Github has created a GUI tool for editing & writing Gitbooks. It looks very nice. You probably shouldn't use it. I've found it creates very inconsistent file organization and doesn't provide precise enough control over filenames and repository structure. This in turn has led to various bugs in our Gitbooks once they're deployed (for example, links in Gitbook are not case sensitive; in the real world they are). Instead, using the gitbook
command line tool to serve the rendered output locally and using a plain text editor seems to work at least as well, and provides much more predictable output. For a text editor, I'd recommend any one of the following:
- Sublime Text — Well, obviously
- TextMate 2 — My preferred editor, has some additional facilities for editing Markdown
- Mou — Purpose built split pane Markdown editor. Has nice layout and can roughly approximate the CSS Gitbook uses (only one file at a time however)
To view your Gitbook use the gitbook
commandline tool. From within this directory run:
gitbook serve book
Then in your browser go to http://localhost:4000.
We use Amazon S3 to host the rendered Gitbook. The deploy.rb
can automatically compile your book, cleanup a handful of bugs related to how S3 responds to different URLs, and upload it to a specified S3 bucket. At minimum, you will need a bucket name, an authorized access key, and it's corresponding secret. Running ./deploy.rb -h
should get you the following help text:
Usage: deploy [options]
-b, --bucket=BUCKET S3 Bucket to deploy to (REQUIRED)
-o, --output_dir=DIRECTORY Build directory (Default: "build")
-B, --branch=BRANCH Checkout specified branch before building (Default: "master")
-k, --aws_key=KEY AWS Upload Key (Default: $AWS_ACCESS_KEY_ID)
-s, --aws_secret=SECRET AWS Upload Secret (Default: $AWS_SECRET_ACCESS_KEY)

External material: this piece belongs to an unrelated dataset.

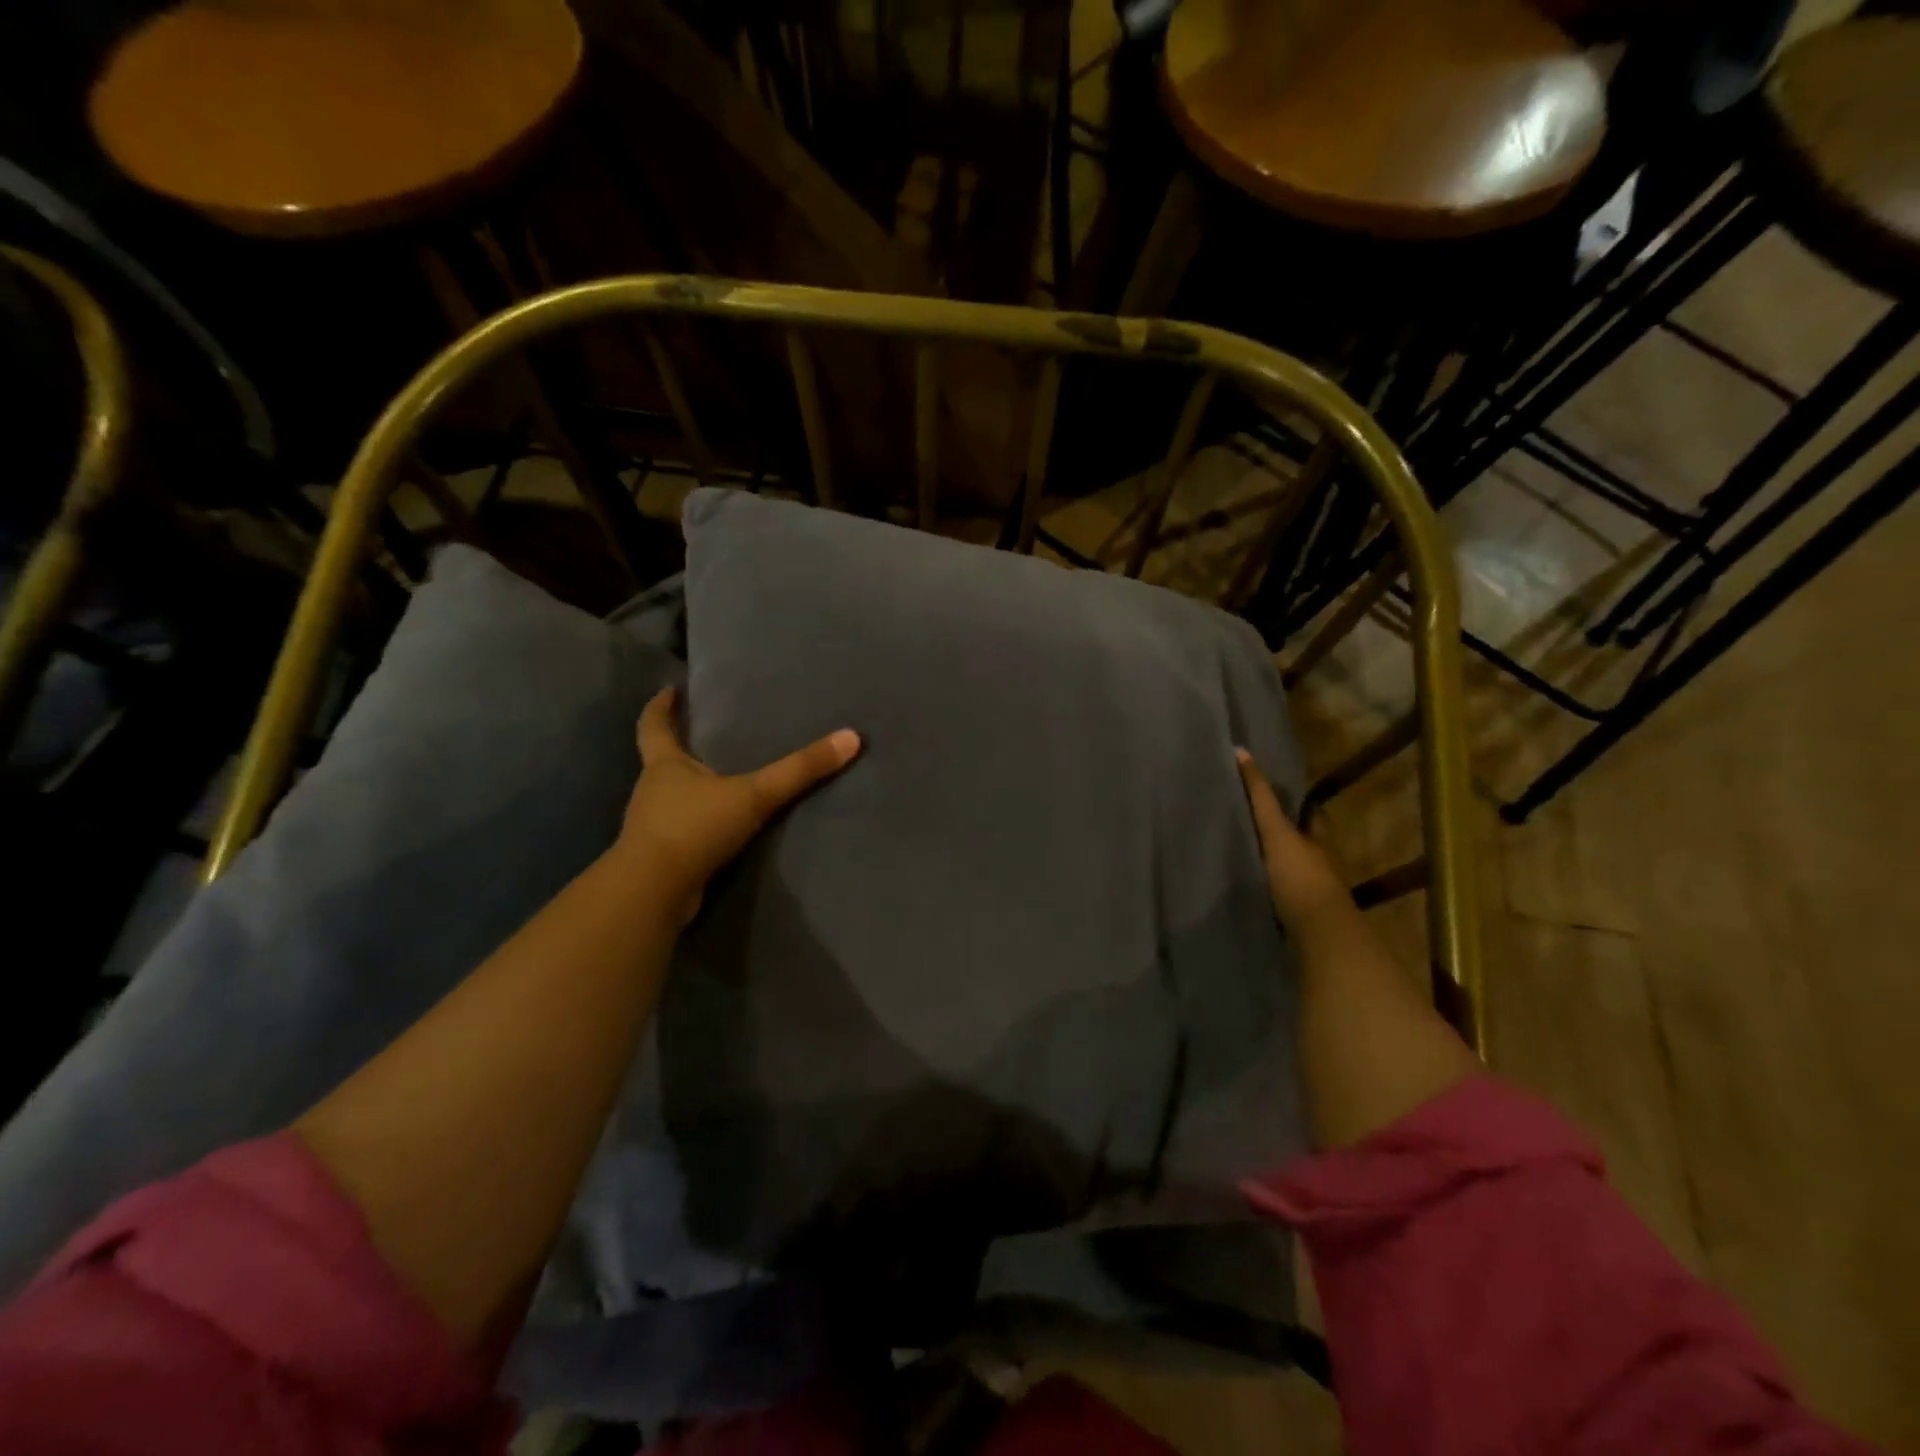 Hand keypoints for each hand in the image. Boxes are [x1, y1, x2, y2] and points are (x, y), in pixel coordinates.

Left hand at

-t, --threads=THREADS Number of threads to use for uploading (Default: 8)
-f, --force Force deployment, even if the working directory is not clean
-h, --help Display this help
The script is designed to deploy a given branch of your repository; by default master
. If you specify a different branch, deploy.rb
will attempt to checkout this other branch, run the deployment, and then switch back to the previous branch. As an additional safety check, deploy.rb
will not push to S3 unless all your changes are committed. You can override this option by passing the -f
flag, but you'd better have a good reason for doing so! Finally, once deployment is complete, deploy.rb
will tag your repository with [bucket.name]@[date]
so that we can track what versions of our material have been deployed, and to where.